Removing dye transferred from color blend cotton shirt to a white cotton terry bathrobe

By Dr. Laundry January 25, 2017

Q: I washed a navy blue & white plaid cotton blend shirt with a white cotton terry cloth robe. Now have pale blue blotches on robe. Help! —April

A: You can definitely blame the color blended fabric for the dye transfer you see on the white robe!

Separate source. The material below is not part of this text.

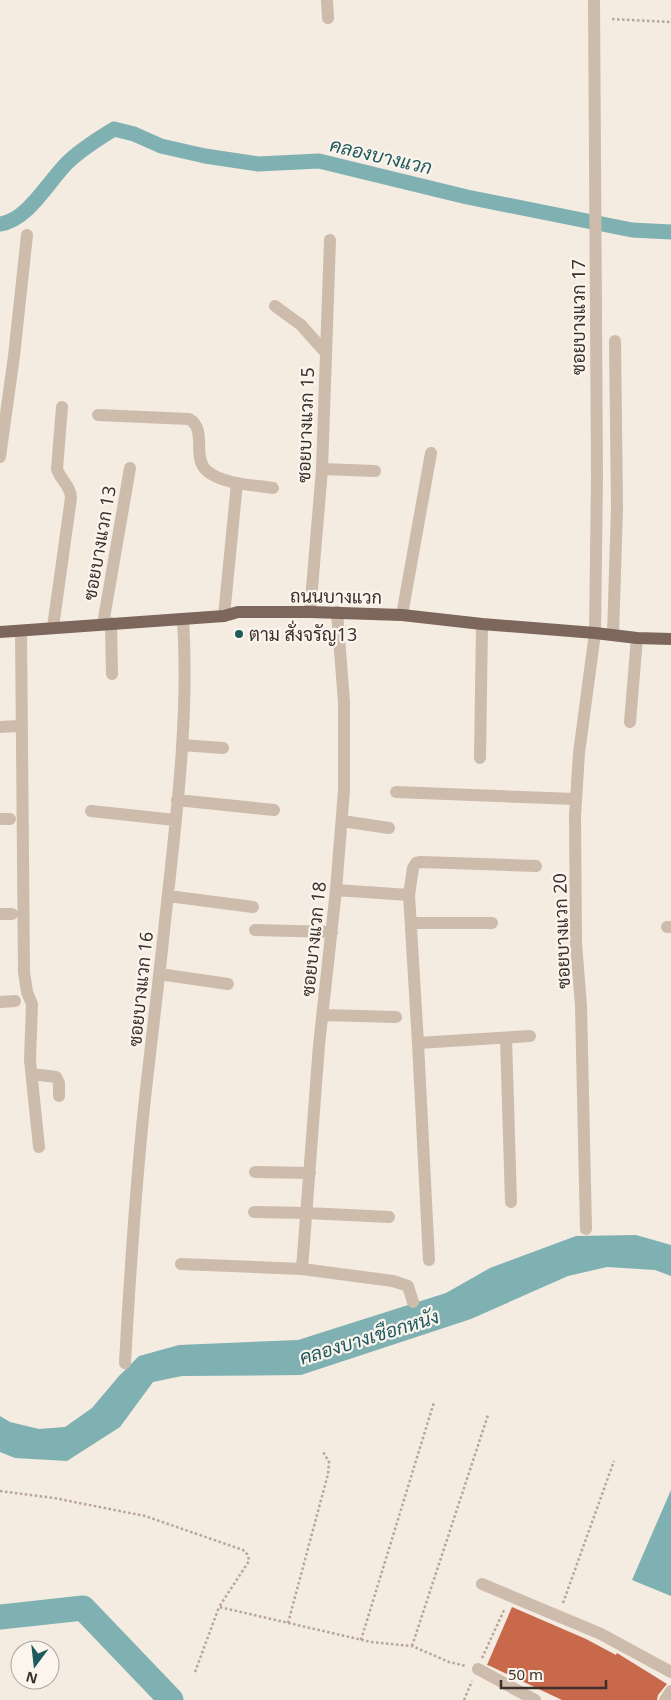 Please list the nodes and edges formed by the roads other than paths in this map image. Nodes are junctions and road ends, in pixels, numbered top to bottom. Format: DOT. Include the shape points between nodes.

You would think that a blue and white plaid item wouldn’t lose any blue color in the wash because it would be nice if the white part of the plaid shirt stayed white!

It sounds like you need to hand wash the plaid shirt a few times in warm water with a little detergent to get any more excess blue dye off before machine washing the shirt with other items in the future.

I do have a technique for using Clorox® Regular-Bleach1 to remove dye transfer from white and colorfast fabrics that could be adapted to restore a bathrobe.

You want to be careful because a bathrobe is large, bulky and highly absorbent, making it a little cumbersome to work with. You also should double-check the care label to make sure there’s no spandex (always avoid bleaching wool, silk, mohair, leather and spandex). I wouldn’t expect that with a bathrobe, but it’s still important to confirm the fiber content.

Removing Dye Transfer from White & Colorfast Fabrics
The basic technique is to submerge the item with the dye transfer in a solution of 3 tablespoons Clorox® Regular-Bleach1 added to 1 gallon water for up to 5 minutes.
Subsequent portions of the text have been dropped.